2. Forces you to look at linen (!!!) in the other monitor. It doesn't even do the slightly less broken behavior of giving you black on the other monitor, it literally fills it up with that ridiculous linen repeated pattern so that it can optimally annoy you as you are watching the movie. Not to mention that you should have the option of actually using your other monitor for actual work.
This is why I just can't use iTunes or Quicktime for watching video content anymore. Because someone literally went in and deleted working code. Quicktime used to have nice options for blacking the other screens or not, etc. and they were taken out. Were people demanding this feature in VLC or something?

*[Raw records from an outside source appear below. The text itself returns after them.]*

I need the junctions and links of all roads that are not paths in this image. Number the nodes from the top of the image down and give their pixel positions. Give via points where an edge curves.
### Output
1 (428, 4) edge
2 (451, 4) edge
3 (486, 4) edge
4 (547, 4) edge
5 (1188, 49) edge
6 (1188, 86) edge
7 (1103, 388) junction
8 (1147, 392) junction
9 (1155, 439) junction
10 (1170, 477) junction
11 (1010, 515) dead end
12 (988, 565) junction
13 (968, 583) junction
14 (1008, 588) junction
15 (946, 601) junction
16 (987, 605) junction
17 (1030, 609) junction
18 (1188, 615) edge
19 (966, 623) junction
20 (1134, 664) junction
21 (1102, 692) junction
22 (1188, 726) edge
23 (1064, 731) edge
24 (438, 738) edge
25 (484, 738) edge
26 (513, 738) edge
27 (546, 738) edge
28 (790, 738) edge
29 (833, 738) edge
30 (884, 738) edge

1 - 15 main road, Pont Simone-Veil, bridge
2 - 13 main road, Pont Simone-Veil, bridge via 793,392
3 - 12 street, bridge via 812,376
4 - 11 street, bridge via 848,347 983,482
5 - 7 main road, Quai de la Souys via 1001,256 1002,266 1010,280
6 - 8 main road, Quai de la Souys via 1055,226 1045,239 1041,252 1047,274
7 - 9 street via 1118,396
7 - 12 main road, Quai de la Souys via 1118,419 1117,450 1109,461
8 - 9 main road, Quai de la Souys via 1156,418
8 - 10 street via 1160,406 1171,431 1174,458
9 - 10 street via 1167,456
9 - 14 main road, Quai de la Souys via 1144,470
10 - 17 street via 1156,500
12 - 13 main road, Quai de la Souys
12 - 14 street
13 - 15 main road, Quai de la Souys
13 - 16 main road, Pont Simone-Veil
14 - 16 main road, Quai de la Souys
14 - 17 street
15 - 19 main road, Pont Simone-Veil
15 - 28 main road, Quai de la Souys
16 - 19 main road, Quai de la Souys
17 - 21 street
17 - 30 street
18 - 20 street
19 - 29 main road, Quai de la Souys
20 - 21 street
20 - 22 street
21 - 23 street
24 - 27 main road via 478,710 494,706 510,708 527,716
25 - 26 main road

Again, I do not consider this to be "functionality", but a bug. Spaces were and continue to be very much a pro feature which most common users do not understand. To shove it down everyone's throat when they think they are just making a window bigger is pretty bad UI. Notice the name of the feature is "full screen", not "new space that behaves different than every other space by being exclusive to one app". In fact, to higlight this, it sometimes doesnt even actually fullscreen! As with the new Messages app, it doesn't full screen the app but rather makes it take up roughly half the screen, surrounded by linen, in it's own space (all in single monitor mode btw). So if they want to have that silly button on the top right of the window, the maybe-fullscreen-maybe-not-but-for-sure-a-different-space button, then by all means. But dont make this the behavior of cmd-f which has meant something totally different for the last 10 years.